Alright so everything is getting buttoned up at the shop and I should have the Jeep back later this week or next week before Christmas!

I can't say enough good things about the guy doing the swap for me and helping me out on this build. If you're in or around Charleston, SC and want to talk shop or need some work done, I know the guy! Additionally, as I said before the guys at Ennis Auto Parts outside of Dallas were awesome helping me secure this frame sign unseen and get it to SC. They have A TON of vehicles in their inventory and they ship so be sure to check them out. Message me for a contact.
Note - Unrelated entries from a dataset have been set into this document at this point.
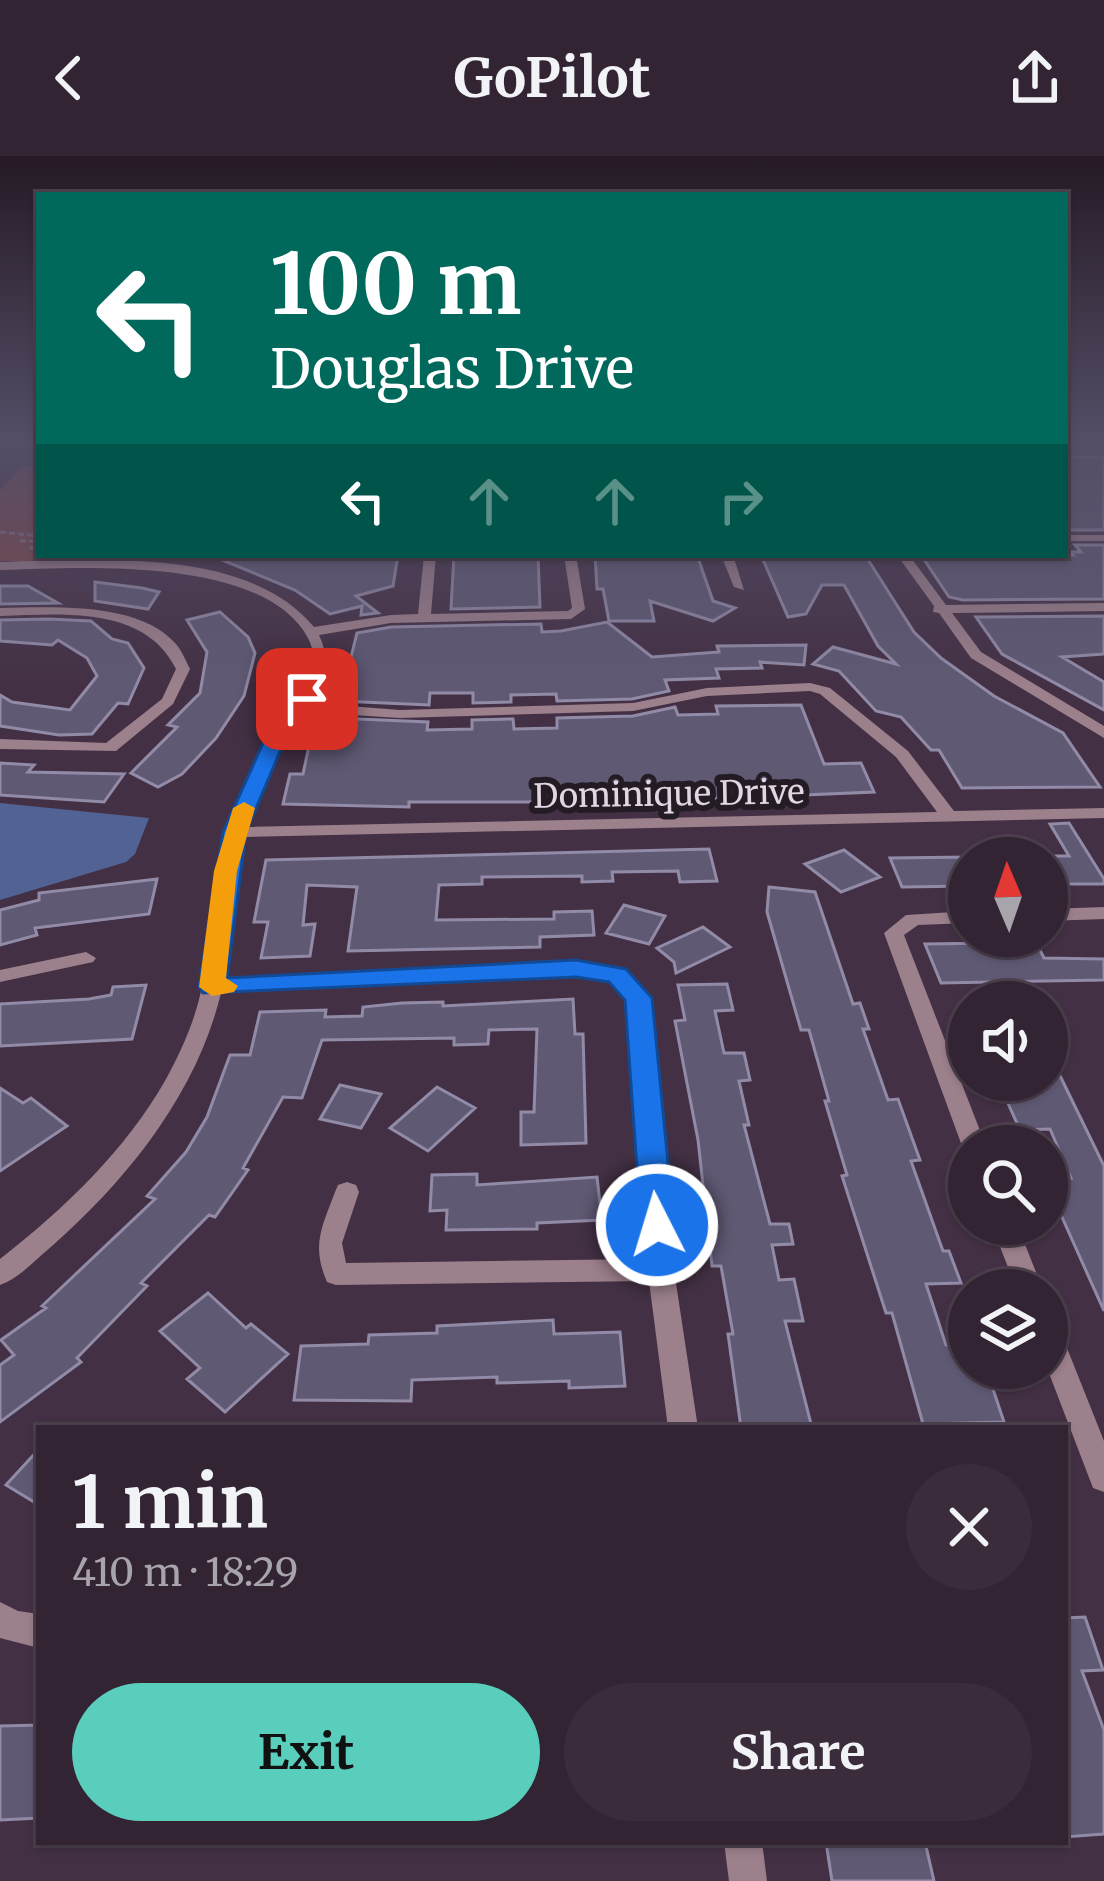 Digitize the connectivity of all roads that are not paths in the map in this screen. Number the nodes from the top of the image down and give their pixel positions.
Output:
1 (1068, 538) edge
2 (1104, 538) edge
3 (212, 558) edge
4 (430, 558) edge
5 (570, 558) edge
6 (728, 558) edge
7 (905, 558) edge
8 (0, 566) edge
9 (193, 570) junction
10 (740, 587) dead end
11 (1104, 607) edge
12 (938, 609) junction
13 (0, 612) edge
14 (424, 617) junction
15 (310, 632) junction
16 (301, 707) junction
17 (1104, 733) edge
18 (0, 744) edge
19 (1104, 814) edge
20 (950, 817) junction
21 (234, 832) junction
22 (1104, 913) edge
23 (1068, 914) edge
24 (948, 918) edge
25 (86, 958) dead end
26 (0, 976) edge
27 (212, 987) junction
28 (966, 1125) edge
29 (347, 1192) dead end
30 (6, 1259) edge
31 (661, 1270) junction
32 (1068, 1383) edge
33 (683, 1425) edge
34 (1100, 1460) edge
35 (0, 1618) edge
36 (36, 1631) edge
37 (742, 1845) edge
38 (748, 1881) edge

1 - 2 street
3 - 9 street
4 - 14 street
5 - 14 street
6 - 10 street
7 - 12 street
8 - 9 street
9 - 15 street
11 - 12 street
12 - 17 street
13 - 18 street
14 - 15 street
15 - 16 street
16 - 20 street
16 - 21 street
19 - 20 street, Dominique Drive
20 - 21 street, Dominique Drive
21 - 27 street
22 - 23 street
24 - 28 street
25 - 26 street
27 - 30 street
27 - 31 street
29 - 31 street
31 - 33 street
32 - 34 street
35 - 36 street
37 - 38 street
Now on to the update. So I never put eyes on this frame before it was shipped but I was sent a video after it was disassembled from the donor Jeep and I really lucked out (file is too big to post here). Once it arrived in Charleston I went to check it out in person and it was way cleaner than I expected.
IMG_0168.jpeg

Once the swap process started we were very quickly reassured that the right decision was made to do the swap. Take a look at the pics of the frame once the body was off. The original frame had been patched more than your favorite pair of jeans from high school and it was hiding more rust we couldn't see with the body on.
IMG_6983.jpegIMG_6985.jpegIMG_6986.jpegIMG_6987.jpegIMG_6988.jpegIMG_6989.jpeg

Luckily in all of this there weren't a ton of surprises on this phase of the project. Ultimately the only unknowns we addressed were new parking brake cables + transitioned to a Novak cable T-case shifter kit + added a new rear bumper.

All in all I am super stoked with the decision to do the swap and can't wait to get the Jeep back!

Next on the docket are to install new Bestop Trailmax II seats front and rear, remove the carpet, and install a new head unit & speakers all around. Everything is in the garage waiting for the Jeep to come home for Christmas break. Can't wait!